Smaller juveniles should be fine as long as they are not smaller than an inch, and it's actually much easier. It's much harder to add adult fish of the same size because it is instant war or breeding and the new fish often gets beat up. The adults ignore the kids, they are not going to kill the juveniles to eat them normally, cichlids are not inhuman.

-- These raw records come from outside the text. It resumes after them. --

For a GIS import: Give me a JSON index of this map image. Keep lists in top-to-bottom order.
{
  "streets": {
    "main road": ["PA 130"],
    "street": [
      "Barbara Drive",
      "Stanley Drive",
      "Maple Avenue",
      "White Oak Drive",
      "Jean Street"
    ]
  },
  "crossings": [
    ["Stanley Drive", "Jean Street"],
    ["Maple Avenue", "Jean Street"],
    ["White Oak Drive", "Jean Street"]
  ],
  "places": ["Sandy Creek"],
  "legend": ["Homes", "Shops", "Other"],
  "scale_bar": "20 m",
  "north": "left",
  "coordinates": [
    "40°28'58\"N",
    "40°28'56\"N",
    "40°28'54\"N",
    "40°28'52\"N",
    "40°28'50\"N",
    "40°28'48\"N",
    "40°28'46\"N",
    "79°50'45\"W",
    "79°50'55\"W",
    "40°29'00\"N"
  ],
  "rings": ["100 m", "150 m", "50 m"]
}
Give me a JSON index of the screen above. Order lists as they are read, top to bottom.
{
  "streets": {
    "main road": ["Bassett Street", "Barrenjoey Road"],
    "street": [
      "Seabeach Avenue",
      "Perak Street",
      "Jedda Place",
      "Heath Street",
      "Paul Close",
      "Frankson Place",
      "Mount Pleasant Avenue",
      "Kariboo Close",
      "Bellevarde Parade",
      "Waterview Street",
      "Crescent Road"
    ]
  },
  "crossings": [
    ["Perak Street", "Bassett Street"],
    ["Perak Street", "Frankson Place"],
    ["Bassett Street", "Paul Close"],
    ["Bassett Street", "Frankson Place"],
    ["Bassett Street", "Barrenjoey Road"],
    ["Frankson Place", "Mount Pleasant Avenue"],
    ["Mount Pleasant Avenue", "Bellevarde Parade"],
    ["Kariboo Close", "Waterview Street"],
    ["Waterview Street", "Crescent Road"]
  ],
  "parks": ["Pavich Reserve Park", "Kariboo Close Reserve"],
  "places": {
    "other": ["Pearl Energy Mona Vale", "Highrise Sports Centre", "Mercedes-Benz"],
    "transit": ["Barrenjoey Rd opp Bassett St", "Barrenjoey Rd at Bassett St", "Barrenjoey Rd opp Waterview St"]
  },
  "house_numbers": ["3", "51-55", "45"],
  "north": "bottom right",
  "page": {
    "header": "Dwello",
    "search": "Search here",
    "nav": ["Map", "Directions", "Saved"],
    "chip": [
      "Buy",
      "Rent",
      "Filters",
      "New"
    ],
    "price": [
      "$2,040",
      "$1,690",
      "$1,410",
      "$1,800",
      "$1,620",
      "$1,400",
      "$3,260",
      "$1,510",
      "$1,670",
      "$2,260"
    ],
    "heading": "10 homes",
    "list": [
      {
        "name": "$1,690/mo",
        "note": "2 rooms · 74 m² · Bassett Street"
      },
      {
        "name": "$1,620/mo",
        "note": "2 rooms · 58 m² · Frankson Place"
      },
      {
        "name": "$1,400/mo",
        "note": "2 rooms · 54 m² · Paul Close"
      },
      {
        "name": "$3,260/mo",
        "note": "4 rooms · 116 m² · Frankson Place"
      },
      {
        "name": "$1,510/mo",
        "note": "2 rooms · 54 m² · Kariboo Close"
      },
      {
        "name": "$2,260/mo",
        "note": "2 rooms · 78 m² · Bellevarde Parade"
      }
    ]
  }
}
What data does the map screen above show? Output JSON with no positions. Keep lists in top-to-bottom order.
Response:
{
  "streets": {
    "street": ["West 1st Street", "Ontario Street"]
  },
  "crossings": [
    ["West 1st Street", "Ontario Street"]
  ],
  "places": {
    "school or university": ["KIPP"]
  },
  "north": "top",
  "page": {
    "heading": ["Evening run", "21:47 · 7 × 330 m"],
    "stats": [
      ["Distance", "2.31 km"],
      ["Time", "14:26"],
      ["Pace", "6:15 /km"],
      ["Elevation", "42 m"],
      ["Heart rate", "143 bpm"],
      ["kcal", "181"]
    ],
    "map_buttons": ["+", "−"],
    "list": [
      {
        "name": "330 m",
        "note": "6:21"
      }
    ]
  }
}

i think that is one of the biggest mistakes, trying to add fish of the same size. I'm not sure where others are but I rarely have ever seen quality healthy adult Mbuna for sale anyway.


----------



## exasperatus2002 (Jul 5, 2003)

I have a 4-5" male yellow lab & added 5 1.5" babies. They hit it off great. Then again yellow labs are mellow for being a Mbuna.


----------



## esparzar1 (Jun 14, 2009)

If u decide to add juvies to your tank I would make sure to add them while the lights are off. Most adult mbuna will attack juvies that are introduced to a tank. They will probably attck them for a few days and you might even have some torn fins however after a few days, the juvies should be okay. Also make sure that they're not so small that the adults could eat them. I wouldn't recommend anything smaller than 1.5-2 inch....just my opinion....good luck!


----------



## Eric_S (Feb 27, 2007)

I meant if they're NOT too small to be food. My mistake.


----------



## Glaneon (Sep 27, 2010)

noki said:


> cichlids are not inhuman.


They are definitely inhuman. :wink:


----------